Credit cards often come with a minimum payment. The user is not required to pay off the whole balance every month. The minimum payment tells them the smallest amount that they need to pay to be allowed to keep their account.
But some people make the mistake of believing that all they have to do is make this minimum payment every month and then everything will be fine. The reality is that your debt can actually get worse, even when you are consistently making the minimum payments on time. They are simply not enough in many cases.
The interest rate
The problem is that your credit card has an interest rate. You have to pay this much interest on the remaining balance. It may be more than the minimum payment.

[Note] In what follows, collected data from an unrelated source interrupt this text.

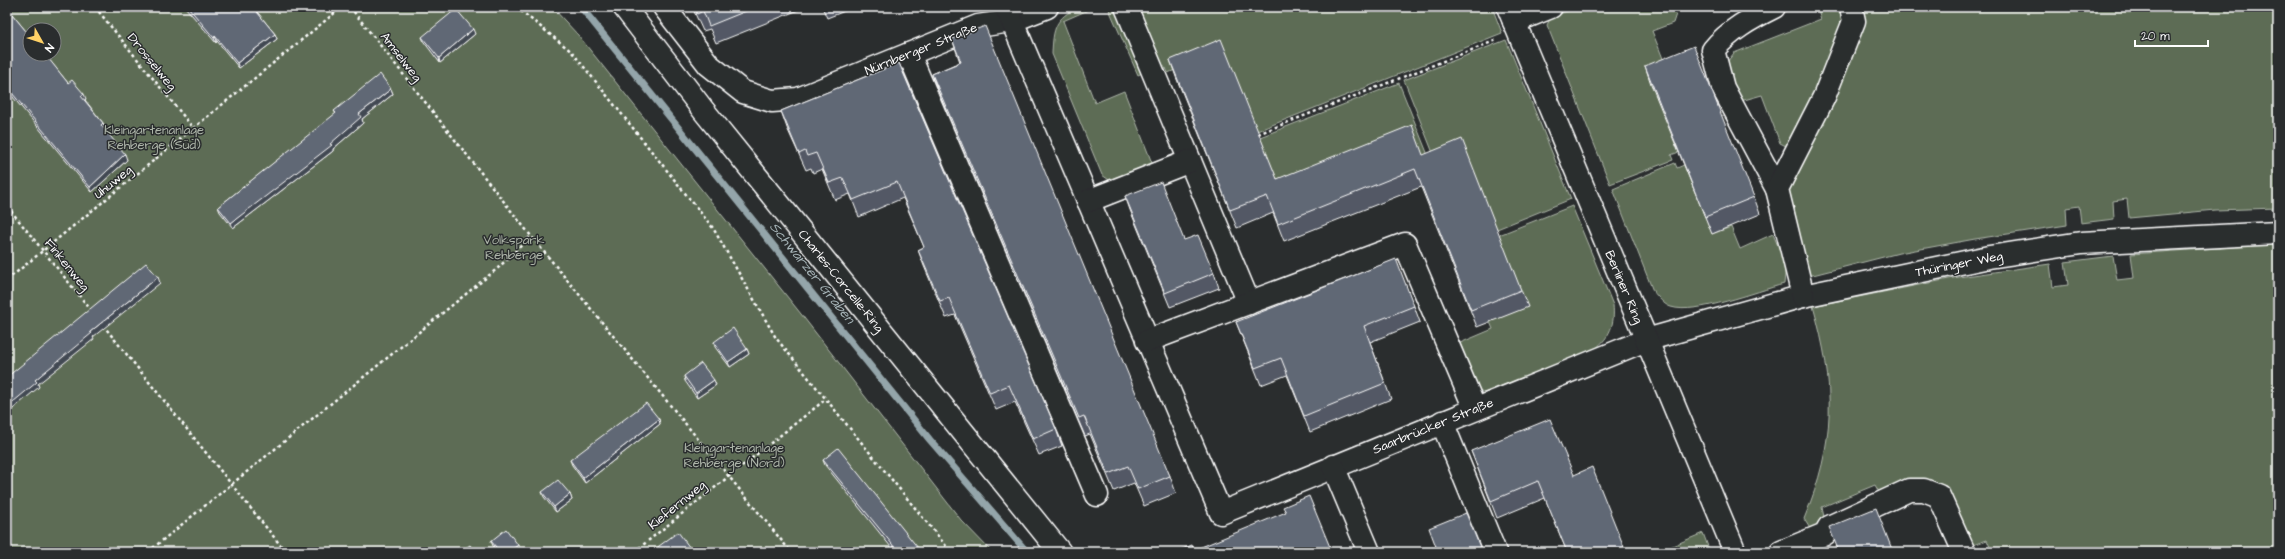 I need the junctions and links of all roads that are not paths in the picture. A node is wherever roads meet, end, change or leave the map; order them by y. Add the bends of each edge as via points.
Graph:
1 (624, 7) edge
2 (664, 7) edge
3 (1046, 7) edge
4 (1126, 7) edge
5 (1551, 7) edge
6 (1774, 7) edge
7 (1851, 7) edge
8 (1008, 14) edge
9 (1513, 20) edge
10 (909, 54) junction
11 (1190, 161) junction
12 (1778, 188) junction
13 (1088, 201) junction
14 (2278, 233) edge
15 (1803, 296) junction
16 (1249, 303) junction
17 (1646, 340) junction
18 (1147, 341) junction
19 (1475, 409) junction
20 (1442, 422) junction
21 (1332, 466) junction
22 (1097, 495) dead end
23 (1060, 552) edge
24 (1369, 552) edge
25 (1495, 552) edge
26 (1734, 552) edge
27 (1781, 552) edge
28 (1964, 552) edge

1 - 23 street, Charles-Corcelle-Ring via 709,117
2 - 10 street, Nürnberger Straße via 709,65 742,92 772,102 798,99
3 - 8 street, Nürnberger Straße
4 - 11 street
5 - 9 street
6 - 12 street via 1743,22 1713,50 1723,88
7 - 12 street via 1854,21 1824,97
8 - 10 street, Nürnberger Straße
8 - 13 street
9 - 17 street, Berliner Ring
10 - 22 street
11 - 13 street
11 - 16 street
12 - 15 street
13 - 18 street
14 - 15 street, Thüringer Weg via 2081,243 1989,257
15 - 17 street, Thüringer Weg
16 - 18 street
16 - 19 street via 1405,244
17 - 19 street, Saarbrücker Straße
17 - 26 street, Berliner Ring
18 - 21 street, Saarbrücker Straße via 1220,513
19 - 20 street, Saarbrücker Straße
20 - 21 street, Saarbrücker Straße
20 - 25 street
21 - 24 street
27 - 28 street via 1825,534 1829,527 1909,490 1924,490 1939,496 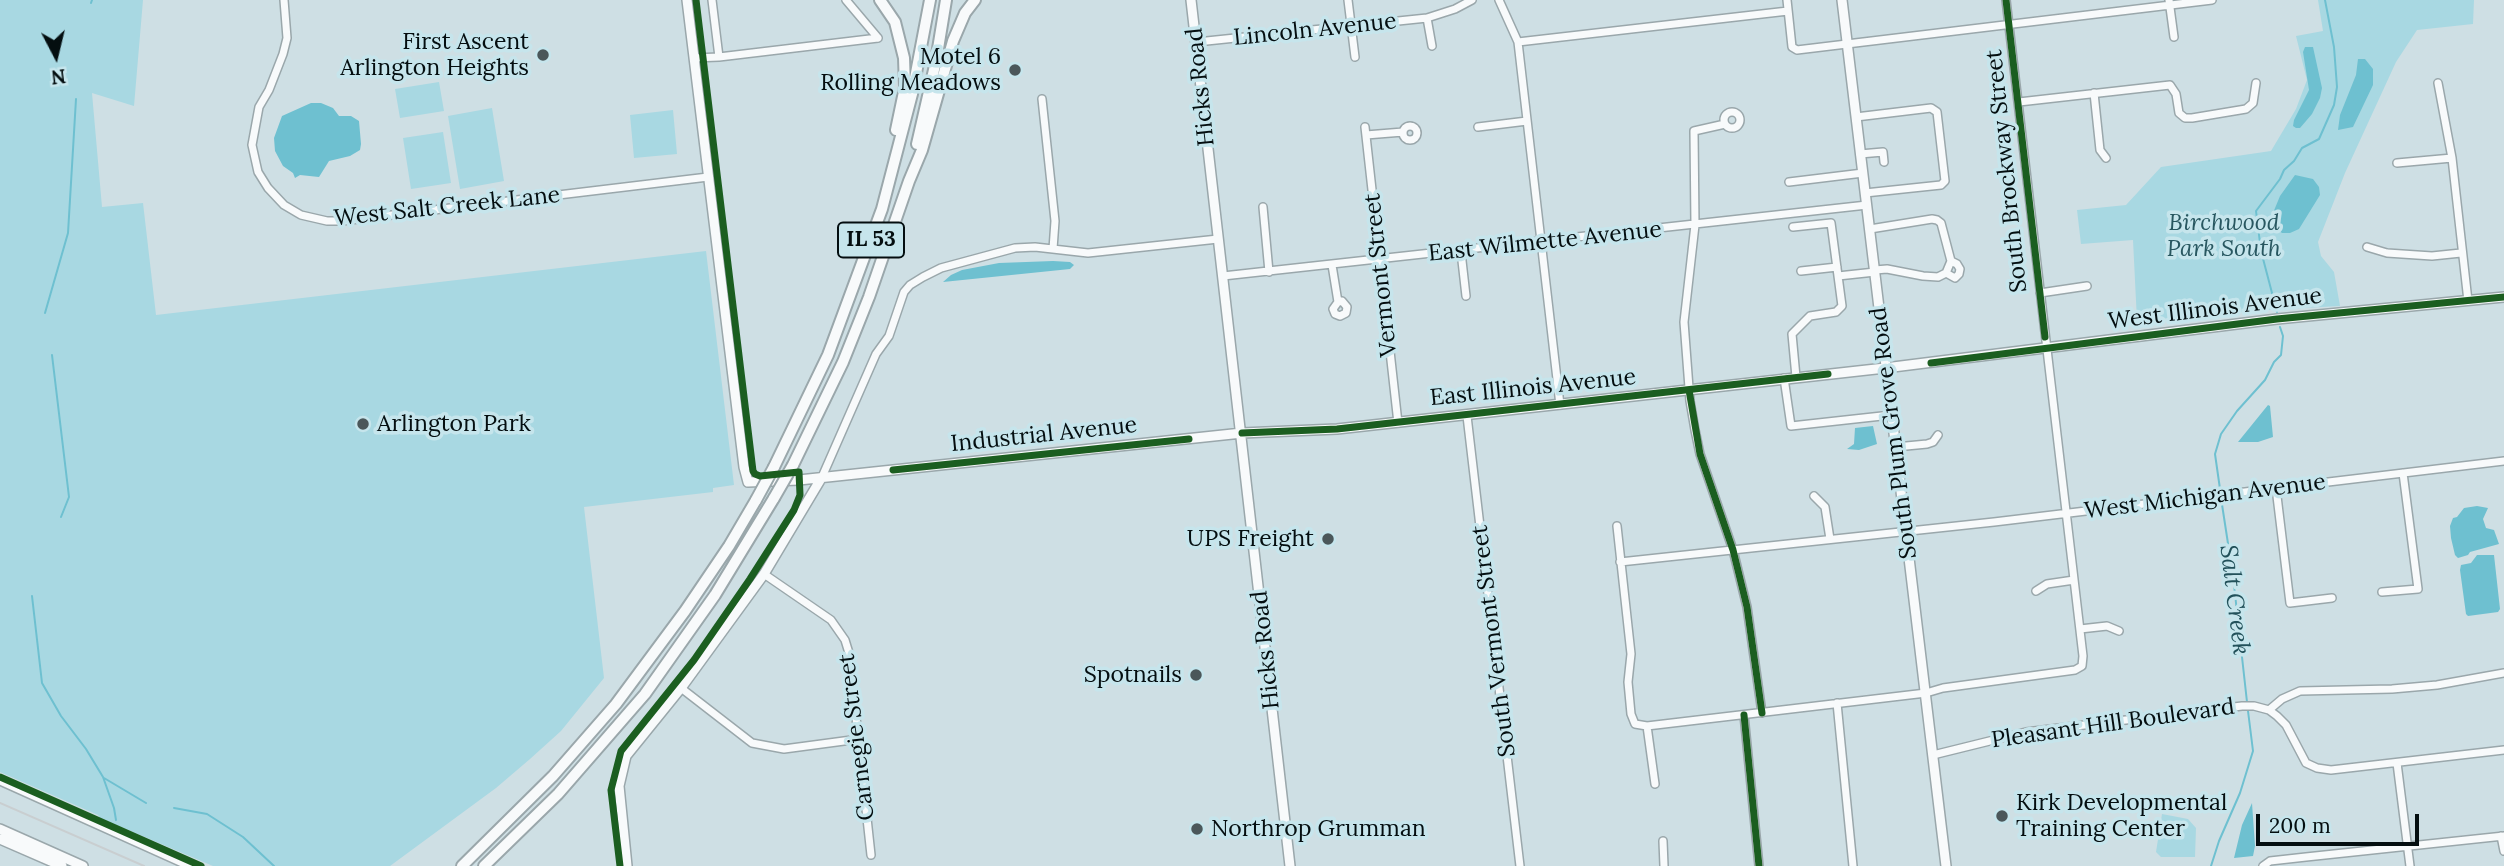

For example, say that you have a credit card with a balance of $1,000, and it has an interest rate of 16%. Your minimum payment, meanwhile, is just $25.
If you pay that $25, you are left with a remaining balance of $975. The 16% interest rate would then be applied to this $975, creating a total of $156 owed. When added to your remaining balance, this would mean that you now owed $1,131, even though you made the minimum payment of $25. Your total debt still went up by $131 for the month.
How can you get out of this trap?
Many people often feel trapped by their credit cards because they can’t pay the total amount that is owed and the interest means their debt keeps climbing. If you find yourself in this situation, then it’s important to consider bankruptcy and all the other legal options at your disposal.